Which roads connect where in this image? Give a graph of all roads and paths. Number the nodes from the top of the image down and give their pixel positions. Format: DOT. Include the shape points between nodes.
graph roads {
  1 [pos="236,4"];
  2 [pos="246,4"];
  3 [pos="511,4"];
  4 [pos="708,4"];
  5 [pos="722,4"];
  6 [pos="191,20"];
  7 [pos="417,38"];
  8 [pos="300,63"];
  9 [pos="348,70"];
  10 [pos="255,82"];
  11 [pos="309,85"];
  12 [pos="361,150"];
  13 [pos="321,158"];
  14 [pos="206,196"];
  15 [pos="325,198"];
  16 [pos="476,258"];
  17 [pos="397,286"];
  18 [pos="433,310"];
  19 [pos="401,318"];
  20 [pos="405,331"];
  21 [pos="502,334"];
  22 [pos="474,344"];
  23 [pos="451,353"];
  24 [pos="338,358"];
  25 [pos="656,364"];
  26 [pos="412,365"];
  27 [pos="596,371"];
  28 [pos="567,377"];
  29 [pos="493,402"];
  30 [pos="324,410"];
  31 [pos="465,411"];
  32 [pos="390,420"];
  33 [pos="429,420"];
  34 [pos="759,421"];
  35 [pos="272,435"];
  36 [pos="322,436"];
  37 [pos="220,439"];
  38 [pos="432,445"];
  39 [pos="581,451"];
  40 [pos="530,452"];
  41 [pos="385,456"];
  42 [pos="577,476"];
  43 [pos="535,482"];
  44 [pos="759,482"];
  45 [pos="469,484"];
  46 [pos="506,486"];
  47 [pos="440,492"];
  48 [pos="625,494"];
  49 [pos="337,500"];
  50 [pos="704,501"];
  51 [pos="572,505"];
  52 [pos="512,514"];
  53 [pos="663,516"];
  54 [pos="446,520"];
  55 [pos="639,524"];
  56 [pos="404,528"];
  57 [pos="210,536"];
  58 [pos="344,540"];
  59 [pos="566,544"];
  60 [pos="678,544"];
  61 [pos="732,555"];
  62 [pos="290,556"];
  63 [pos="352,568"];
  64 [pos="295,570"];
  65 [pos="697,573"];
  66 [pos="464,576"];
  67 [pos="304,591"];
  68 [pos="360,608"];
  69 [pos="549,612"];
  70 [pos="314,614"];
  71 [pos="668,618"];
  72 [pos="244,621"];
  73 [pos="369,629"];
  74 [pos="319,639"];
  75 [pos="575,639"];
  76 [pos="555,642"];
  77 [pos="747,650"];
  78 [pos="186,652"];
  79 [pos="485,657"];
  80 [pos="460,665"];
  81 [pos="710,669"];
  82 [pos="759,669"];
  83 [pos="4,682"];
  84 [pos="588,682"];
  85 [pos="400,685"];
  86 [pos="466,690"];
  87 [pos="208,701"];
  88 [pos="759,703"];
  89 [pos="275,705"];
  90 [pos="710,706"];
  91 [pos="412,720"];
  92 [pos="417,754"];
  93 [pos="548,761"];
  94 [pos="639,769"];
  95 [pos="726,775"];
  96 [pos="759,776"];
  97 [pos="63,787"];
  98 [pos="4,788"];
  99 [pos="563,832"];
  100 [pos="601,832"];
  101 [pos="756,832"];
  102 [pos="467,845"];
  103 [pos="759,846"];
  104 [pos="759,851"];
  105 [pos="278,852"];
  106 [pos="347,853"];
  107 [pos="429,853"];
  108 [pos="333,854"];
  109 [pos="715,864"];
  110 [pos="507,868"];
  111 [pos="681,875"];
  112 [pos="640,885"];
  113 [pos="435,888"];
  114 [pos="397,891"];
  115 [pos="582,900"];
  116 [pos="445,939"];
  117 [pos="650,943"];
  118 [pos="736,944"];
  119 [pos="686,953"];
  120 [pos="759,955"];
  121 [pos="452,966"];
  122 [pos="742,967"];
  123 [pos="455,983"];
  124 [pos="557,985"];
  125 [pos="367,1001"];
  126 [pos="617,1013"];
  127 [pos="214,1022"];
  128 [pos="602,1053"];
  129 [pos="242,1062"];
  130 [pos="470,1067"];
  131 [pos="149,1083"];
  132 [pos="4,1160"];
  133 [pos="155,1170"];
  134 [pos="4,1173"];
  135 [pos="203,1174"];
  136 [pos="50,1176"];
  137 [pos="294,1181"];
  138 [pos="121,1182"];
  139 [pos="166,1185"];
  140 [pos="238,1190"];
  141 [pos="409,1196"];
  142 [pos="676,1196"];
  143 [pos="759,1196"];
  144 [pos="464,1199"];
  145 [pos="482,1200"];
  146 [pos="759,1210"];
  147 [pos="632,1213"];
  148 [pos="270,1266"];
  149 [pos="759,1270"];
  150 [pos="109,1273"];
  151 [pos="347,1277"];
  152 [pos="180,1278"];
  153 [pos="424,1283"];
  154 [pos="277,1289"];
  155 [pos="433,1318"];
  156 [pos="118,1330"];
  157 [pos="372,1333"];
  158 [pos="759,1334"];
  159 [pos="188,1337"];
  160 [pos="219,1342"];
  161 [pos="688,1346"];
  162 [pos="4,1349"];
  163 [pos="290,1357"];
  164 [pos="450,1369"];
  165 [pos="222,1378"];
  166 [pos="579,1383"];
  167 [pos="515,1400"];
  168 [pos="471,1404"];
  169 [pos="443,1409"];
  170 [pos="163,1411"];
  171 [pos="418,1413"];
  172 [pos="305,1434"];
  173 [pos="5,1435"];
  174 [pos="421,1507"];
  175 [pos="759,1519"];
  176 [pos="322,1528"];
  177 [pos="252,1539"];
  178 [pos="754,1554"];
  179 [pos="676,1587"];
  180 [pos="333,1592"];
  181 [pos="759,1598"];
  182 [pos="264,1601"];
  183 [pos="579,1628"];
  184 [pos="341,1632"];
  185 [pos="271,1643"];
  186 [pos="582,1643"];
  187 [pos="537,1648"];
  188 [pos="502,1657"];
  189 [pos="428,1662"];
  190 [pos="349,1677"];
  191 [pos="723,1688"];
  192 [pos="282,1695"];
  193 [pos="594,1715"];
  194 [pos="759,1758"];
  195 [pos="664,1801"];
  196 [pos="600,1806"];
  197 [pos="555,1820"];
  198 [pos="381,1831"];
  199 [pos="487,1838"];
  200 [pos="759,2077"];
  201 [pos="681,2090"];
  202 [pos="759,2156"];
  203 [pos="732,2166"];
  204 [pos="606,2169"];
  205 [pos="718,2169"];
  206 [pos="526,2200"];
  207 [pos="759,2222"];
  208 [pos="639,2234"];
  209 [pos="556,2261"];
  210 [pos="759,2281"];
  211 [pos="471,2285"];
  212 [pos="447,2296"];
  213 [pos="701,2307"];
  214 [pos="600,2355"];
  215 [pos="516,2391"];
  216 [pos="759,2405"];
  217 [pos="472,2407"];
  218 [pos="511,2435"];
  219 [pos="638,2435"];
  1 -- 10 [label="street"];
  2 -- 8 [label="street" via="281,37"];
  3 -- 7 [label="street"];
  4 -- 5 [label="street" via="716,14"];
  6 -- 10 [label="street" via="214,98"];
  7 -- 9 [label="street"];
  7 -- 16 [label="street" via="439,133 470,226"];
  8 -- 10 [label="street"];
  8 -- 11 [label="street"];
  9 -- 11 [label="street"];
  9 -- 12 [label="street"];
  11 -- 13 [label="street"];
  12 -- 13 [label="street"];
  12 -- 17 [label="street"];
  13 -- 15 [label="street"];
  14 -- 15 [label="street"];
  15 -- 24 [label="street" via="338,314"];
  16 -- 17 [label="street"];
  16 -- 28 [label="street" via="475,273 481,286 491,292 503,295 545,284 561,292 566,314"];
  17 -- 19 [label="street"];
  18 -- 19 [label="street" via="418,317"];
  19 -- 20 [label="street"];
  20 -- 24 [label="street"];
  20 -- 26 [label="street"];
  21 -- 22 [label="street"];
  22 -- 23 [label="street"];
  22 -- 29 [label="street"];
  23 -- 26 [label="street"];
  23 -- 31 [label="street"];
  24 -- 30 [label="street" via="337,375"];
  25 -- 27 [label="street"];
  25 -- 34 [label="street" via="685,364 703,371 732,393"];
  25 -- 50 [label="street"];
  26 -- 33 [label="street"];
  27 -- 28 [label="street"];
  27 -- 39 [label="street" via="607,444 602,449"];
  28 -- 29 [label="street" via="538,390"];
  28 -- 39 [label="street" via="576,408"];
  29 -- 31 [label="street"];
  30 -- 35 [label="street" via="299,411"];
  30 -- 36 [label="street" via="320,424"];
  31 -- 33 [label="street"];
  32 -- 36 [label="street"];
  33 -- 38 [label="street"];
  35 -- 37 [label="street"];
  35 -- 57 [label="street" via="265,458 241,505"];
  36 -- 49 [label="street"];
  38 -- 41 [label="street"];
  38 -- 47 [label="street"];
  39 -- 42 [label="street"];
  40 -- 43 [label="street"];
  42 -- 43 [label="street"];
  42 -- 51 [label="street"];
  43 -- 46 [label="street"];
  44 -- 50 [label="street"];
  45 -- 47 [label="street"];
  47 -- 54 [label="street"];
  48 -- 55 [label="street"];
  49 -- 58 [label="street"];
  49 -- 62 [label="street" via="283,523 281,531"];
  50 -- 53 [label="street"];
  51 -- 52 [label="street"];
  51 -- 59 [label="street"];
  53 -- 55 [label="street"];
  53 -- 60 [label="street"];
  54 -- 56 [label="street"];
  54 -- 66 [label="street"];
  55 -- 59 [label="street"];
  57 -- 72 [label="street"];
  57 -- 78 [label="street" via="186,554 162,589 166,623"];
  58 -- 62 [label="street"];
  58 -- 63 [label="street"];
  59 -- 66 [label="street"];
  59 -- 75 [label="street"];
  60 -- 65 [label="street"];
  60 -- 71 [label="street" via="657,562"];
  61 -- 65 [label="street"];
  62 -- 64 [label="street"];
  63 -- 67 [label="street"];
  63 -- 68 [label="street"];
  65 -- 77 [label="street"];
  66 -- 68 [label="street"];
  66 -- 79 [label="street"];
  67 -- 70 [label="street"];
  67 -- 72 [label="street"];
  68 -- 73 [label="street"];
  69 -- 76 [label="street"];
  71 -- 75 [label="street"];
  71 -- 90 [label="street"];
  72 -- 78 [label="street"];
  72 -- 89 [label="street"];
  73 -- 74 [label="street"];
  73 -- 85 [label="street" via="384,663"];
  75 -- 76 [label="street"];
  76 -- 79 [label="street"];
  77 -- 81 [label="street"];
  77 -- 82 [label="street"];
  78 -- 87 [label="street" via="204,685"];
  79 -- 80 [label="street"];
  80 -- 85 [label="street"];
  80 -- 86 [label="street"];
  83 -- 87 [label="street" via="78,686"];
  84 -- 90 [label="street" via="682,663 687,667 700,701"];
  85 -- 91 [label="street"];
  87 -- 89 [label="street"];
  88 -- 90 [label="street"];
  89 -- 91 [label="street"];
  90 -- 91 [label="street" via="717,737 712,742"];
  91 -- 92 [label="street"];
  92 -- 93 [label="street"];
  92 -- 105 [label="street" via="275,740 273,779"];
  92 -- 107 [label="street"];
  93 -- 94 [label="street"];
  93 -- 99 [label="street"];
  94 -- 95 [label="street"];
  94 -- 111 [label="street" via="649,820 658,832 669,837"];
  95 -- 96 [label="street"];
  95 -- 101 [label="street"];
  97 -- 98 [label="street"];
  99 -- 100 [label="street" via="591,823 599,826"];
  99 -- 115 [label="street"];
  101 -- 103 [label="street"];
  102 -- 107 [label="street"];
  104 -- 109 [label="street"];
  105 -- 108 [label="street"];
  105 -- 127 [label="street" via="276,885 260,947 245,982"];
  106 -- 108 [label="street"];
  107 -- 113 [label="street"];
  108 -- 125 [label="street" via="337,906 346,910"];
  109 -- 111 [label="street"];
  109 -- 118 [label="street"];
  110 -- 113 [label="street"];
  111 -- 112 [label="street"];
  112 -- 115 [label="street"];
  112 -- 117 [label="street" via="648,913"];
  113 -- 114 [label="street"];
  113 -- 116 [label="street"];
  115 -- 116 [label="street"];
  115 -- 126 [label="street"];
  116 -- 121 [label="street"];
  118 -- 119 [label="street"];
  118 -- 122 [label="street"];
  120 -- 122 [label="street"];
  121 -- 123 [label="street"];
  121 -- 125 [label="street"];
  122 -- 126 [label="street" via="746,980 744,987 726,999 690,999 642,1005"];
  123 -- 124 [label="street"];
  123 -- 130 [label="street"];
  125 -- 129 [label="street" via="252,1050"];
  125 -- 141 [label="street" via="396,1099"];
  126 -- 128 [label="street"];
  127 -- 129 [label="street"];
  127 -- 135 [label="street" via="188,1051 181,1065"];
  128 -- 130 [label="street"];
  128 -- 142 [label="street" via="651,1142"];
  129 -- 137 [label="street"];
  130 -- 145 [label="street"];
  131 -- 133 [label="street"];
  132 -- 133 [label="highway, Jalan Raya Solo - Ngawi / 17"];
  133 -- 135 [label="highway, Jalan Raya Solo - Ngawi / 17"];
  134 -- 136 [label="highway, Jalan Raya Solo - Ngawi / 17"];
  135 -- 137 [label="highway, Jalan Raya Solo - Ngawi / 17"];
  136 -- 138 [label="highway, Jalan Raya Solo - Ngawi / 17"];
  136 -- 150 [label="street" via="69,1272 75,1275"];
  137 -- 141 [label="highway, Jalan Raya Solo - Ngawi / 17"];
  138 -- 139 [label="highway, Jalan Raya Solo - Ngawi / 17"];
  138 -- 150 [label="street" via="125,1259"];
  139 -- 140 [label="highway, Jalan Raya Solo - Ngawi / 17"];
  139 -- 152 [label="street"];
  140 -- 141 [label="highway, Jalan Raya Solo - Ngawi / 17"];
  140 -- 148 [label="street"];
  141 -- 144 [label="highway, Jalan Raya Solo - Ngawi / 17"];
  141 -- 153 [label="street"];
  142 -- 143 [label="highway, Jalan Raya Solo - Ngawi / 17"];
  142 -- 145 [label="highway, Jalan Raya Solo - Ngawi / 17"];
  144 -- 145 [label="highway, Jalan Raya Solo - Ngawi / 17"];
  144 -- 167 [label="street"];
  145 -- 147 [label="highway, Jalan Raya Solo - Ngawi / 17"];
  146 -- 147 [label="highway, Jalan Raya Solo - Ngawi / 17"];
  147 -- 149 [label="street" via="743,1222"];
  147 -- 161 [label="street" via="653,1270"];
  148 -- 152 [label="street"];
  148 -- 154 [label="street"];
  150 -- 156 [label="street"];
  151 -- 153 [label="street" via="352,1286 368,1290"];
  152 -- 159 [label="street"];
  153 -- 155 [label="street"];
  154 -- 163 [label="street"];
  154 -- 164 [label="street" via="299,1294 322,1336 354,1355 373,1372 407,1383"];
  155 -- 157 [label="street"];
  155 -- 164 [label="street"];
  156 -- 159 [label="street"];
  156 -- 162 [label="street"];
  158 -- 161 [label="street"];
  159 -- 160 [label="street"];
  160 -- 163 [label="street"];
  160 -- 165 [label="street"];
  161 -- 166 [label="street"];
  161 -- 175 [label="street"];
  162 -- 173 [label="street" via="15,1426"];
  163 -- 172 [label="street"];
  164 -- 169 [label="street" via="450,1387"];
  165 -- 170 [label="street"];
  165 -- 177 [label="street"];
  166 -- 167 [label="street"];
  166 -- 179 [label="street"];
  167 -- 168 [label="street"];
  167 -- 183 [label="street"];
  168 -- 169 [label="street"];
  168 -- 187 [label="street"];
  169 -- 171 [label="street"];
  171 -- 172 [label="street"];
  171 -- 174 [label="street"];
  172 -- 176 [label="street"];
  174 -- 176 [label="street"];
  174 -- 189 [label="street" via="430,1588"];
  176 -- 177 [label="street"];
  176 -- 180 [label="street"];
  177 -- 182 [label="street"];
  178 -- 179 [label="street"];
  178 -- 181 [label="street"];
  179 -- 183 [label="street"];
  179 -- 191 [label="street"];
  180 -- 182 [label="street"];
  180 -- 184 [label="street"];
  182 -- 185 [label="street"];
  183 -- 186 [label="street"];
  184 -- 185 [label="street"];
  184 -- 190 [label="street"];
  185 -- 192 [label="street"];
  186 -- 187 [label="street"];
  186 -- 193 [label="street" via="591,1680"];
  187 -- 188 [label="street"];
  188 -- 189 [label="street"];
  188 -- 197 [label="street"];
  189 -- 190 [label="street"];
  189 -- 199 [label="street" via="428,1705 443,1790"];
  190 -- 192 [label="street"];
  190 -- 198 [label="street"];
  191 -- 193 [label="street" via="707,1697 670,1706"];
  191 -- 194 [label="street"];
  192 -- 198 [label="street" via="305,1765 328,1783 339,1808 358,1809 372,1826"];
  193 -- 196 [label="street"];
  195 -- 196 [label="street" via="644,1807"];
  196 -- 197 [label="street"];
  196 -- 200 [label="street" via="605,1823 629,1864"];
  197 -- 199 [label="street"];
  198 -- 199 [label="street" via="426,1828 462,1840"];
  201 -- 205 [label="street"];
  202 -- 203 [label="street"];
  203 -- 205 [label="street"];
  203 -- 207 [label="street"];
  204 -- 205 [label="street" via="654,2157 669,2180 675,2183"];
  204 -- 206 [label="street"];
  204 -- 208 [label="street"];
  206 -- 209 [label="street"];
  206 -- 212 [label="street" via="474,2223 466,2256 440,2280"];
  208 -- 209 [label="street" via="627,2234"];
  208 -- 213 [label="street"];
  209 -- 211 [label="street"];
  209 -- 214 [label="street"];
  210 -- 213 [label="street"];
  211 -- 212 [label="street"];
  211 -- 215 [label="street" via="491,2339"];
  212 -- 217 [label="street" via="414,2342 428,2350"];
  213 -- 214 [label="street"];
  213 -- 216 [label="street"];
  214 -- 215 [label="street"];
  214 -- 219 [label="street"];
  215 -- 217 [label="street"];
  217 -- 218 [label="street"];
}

- Task prompt
Scan the listing for the string "roads" and copy every line that carries it.

- Solution to this exercise
Which roads connect where in this image? Give a graph of all roads and paths. Number the nodes from the top of the image down and give their pixel positions. Format: DOT. Include the shape points between nodes.
graph roads {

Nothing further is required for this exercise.